A powerful suicide bombing in the Syrian capital of Damascus on Wednesday injuring many and killing at least two people — all high-ranking Syrian officials.
The two confirmed dead include defense minister, Daoud Rajha, and Daoud Rajha Daoud Rajha, President Bashar al-Assad's brother-in-law, the deputy chief of staff of the Syrian military. The pair had been meeting along with other members of the Syrian crisis group, which has sought to enforce a military end to the long civil war that has embroiled the nation.
According to reports from The New York Times, it is believed, though unconfirmed, that the suicide bomb may have been detonated by a body guard of one of the ministers attending the meeting. Syrian rebels hailed the attack as a major victory in their effort to unseat Assad.

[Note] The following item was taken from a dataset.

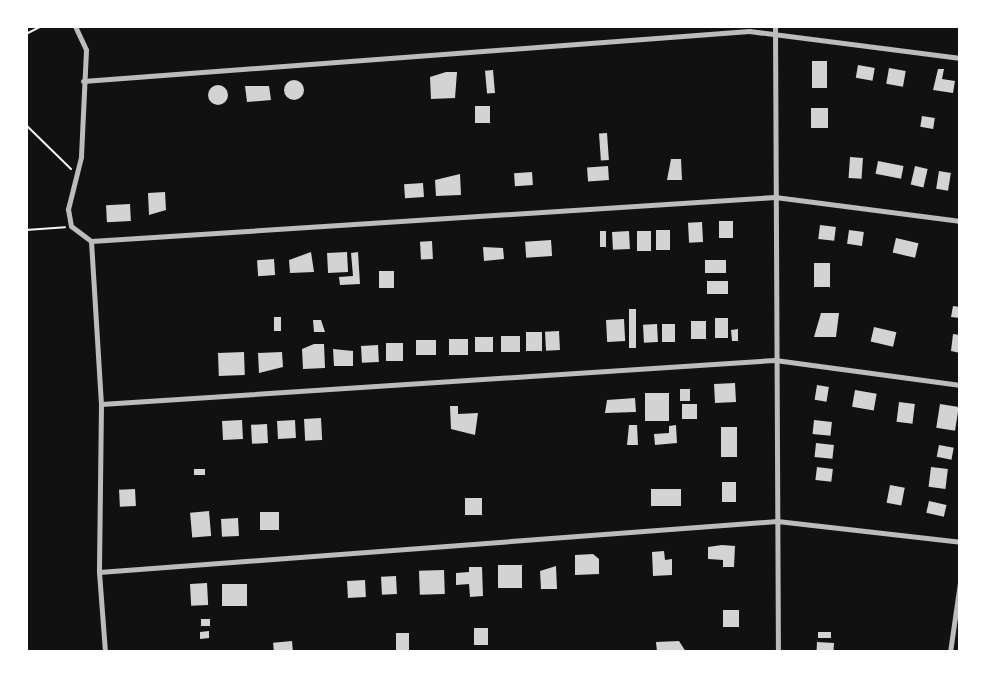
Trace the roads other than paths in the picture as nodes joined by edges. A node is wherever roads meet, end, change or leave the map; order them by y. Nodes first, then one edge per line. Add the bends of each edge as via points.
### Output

“The Syrian regime has started to collapse,” the activist who heads the British-based Syrian Observatory for Human Rights said to the Times. “There was fighting for three days inside Damascus, it was not just a gun battle, and now someone has killed or injured all these important people.”
That a bodyguard may have committed the attack raises doubts about the continued viability of the Assad regime. A bodyguard for Assad could just as easily detonate a bomb.
According to the BBC, both the Free Syrian Army and a jihadist group called the Lord of the Martyrs Brigade claimed credit for the bombing. BBC Correspondent Jim Muir said rebels leaders believe, with the success of this attack, victory over Assad is finally in sight.
Both the Times and the BBC, citing unconfirmed reports, said Hisham Ikhtiar, director the National Security Bureau, and Interior Minister Mohammad Ibrahim al-Shaar, were among those wounded in the attacks.
The violence comes at a critical time for diplomatic efforts to end the violence. The United Nations is expected on Wednesday to vote on whether to renew the peacekeeping mission that, to date, has all but failed to stem the violence. U.N. envoy Kofi Annan was meeting with Russian President Vladimir Putin and U.N. General Secretary Ban Ki-moon was meeting with China's Hu Jintao, in an effort to secure their support for extending the U.N. mission in Syria.